[Collected data]
:::

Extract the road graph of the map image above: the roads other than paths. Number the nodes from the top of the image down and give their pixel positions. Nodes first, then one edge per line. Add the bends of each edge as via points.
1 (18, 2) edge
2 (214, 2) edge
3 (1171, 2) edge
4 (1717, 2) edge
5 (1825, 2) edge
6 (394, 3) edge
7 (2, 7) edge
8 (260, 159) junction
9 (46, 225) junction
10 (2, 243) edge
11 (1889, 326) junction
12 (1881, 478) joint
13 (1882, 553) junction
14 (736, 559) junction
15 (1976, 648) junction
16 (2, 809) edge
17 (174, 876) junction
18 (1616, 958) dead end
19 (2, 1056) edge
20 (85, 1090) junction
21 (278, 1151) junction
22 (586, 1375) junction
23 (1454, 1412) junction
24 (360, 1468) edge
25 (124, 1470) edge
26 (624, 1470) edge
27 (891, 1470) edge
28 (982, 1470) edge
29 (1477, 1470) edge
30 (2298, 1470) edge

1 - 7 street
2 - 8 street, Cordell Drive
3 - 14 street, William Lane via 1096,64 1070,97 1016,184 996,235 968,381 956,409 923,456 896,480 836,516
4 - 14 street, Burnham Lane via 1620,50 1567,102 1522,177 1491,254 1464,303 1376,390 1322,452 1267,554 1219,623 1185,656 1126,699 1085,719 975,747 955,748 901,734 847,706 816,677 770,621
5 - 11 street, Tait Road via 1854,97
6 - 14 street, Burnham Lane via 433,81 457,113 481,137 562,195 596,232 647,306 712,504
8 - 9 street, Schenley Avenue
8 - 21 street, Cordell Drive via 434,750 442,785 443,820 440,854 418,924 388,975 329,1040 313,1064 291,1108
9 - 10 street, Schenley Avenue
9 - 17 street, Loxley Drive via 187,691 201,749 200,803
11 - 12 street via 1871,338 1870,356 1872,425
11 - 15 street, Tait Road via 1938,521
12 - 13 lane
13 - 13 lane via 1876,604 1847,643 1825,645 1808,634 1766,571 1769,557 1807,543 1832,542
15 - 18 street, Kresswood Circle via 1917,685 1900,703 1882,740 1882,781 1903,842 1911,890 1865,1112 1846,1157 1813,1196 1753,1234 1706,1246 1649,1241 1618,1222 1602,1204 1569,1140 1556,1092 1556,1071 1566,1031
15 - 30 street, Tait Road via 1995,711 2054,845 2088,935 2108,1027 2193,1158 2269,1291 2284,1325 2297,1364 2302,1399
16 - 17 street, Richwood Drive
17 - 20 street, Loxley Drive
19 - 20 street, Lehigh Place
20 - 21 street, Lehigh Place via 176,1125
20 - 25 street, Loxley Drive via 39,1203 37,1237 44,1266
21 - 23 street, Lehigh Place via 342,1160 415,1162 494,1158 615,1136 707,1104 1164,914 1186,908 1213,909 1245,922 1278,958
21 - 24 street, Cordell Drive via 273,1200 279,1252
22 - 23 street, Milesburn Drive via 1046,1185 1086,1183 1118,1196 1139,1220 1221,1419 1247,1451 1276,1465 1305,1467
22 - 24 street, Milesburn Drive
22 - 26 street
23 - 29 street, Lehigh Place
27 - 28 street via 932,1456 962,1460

:::

**Problem description:** The data should be printed again exactly, line for line.

**Your response:**
Extract the road graph of the map image above: the roads other than paths. Number the nodes from the top of the image down and give their pixel positions. Nodes first, then one edge per line. Add the bends of each edge as via points.
1 (18, 2) edge
2 (214, 2) edge
3 (1171, 2) edge
4 (1717, 2) edge
5 (1825, 2) edge
6 (394, 3) edge
7 (2, 7) edge
8 (260, 159) junction
9 (46, 225) junction
10 (2, 243) edge
11 (1889, 326) junction
12 (1881, 478) joint
13 (1882, 553) junction
14 (736, 559) junction
15 (1976, 648) junction
16 (2, 809) edge
17 (174, 876) junction
18 (1616, 958) dead end
19 (2, 1056) edge
20 (85, 1090) junction
21 (278, 1151) junction
22 (586, 1375) junction
23 (1454, 1412) junction
24 (360, 1468) edge
25 (124, 1470) edge
26 (624, 1470) edge
27 (891, 1470) edge
28 (982, 1470) edge
29 (1477, 1470) edge
30 (2298, 1470) edge

1 - 7 street
2 - 8 street, Cordell Drive
3 - 14 street, William Lane via 1096,64 1070,97 1016,184 996,235 968,381 956,409 923,456 896,480 836,516
4 - 14 street, Burnham Lane via 1620,50 1567,102 1522,177 1491,254 1464,303 1376,390 1322,452 1267,554 1219,623 1185,656 1126,699 1085,719 975,747 955,748 901,734 847,706 816,677 770,621
5 - 11 street, Tait Road via 1854,97
6 - 14 street, Burnham Lane via 433,81 457,113 481,137 562,195 596,232 647,306 712,504
8 - 9 street, Schenley Avenue
8 - 21 street, Cordell Drive via 434,750 442,785 443,820 440,854 418,924 388,975 329,1040 313,1064 291,1108
9 - 10 street, Schenley Avenue
9 - 17 street, Loxley Drive via 187,691 201,749 200,803
11 - 12 street via 1871,338 1870,356 1872,425
11 - 15 street, Tait Road via 1938,521
12 - 13 lane
13 - 13 lane via 1876,604 1847,643 1825,645 1808,634 1766,571 1769,557 1807,543 1832,542
15 - 18 street, Kresswood Circle via 1917,685 1900,703 1882,740 1882,781 1903,842 1911,890 1865,1112 1846,1157 1813,1196 1753,1234 1706,1246 1649,1241 1618,1222 1602,1204 1569,1140 1556,1092 1556,1071 1566,1031
15 - 30 street, Tait Road via 1995,711 2054,845 2088,935 2108,1027 2193,1158 2269,1291 2284,1325 2297,1364 2302,1399
16 - 17 street, Richwood Drive
17 - 20 street, Loxley Drive
19 - 20 street, Lehigh Place
20 - 21 street, Lehigh Place via 176,1125
20 - 25 street, Loxley Drive via 39,1203 37,1237 44,1266
21 - 23 street, Lehigh Place via 342,1160 415,1162 494,1158 615,1136 707,1104 1164,914 1186,908 1213,909 1245,922 1278,958
21 - 24 street, Cordell Drive via 273,1200 279,1252
22 - 23 street, Milesburn Drive via 1046,1185 1086,1183 1118,1196 1139,1220 1221,1419 1247,1451 1276,1465 1305,1467
22 - 24 street, Milesburn Drive
22 - 26 street
23 - 29 street, Lehigh Place
27 - 28 street via 932,1456 962,1460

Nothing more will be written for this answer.